■ **WHAT IS EXPECTED**: Check each line of the material. Copy those containing "dead".

—————

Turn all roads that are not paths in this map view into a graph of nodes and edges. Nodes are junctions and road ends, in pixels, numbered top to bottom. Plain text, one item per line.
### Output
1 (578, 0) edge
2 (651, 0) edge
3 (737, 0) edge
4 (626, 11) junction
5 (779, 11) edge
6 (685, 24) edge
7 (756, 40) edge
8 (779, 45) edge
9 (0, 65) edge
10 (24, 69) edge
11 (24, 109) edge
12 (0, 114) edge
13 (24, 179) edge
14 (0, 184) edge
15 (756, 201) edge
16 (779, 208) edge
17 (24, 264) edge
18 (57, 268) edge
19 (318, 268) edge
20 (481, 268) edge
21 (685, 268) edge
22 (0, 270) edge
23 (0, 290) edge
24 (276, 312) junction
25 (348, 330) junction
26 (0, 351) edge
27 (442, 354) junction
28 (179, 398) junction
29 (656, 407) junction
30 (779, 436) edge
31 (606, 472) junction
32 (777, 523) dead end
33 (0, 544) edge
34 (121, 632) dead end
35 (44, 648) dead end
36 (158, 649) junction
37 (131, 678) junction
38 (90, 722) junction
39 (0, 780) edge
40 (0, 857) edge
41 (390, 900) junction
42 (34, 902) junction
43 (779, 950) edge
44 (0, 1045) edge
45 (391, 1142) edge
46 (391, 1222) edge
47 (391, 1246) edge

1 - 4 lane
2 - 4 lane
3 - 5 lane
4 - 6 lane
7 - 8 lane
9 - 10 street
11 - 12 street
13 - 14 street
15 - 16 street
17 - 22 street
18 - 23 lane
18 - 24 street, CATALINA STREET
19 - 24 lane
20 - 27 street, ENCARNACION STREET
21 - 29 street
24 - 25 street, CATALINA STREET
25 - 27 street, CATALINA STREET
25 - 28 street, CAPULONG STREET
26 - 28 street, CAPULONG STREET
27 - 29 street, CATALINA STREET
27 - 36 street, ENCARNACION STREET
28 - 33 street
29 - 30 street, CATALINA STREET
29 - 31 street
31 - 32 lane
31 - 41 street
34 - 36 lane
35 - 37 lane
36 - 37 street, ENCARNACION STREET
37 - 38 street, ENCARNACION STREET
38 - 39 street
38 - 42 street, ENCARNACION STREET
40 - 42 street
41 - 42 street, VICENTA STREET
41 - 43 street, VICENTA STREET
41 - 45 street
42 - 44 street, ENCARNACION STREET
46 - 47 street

—————

■ **EXERCISE RESULT**:
32 (777, 523) dead end
34 (121, 632) dead end
35 (44, 648) dead end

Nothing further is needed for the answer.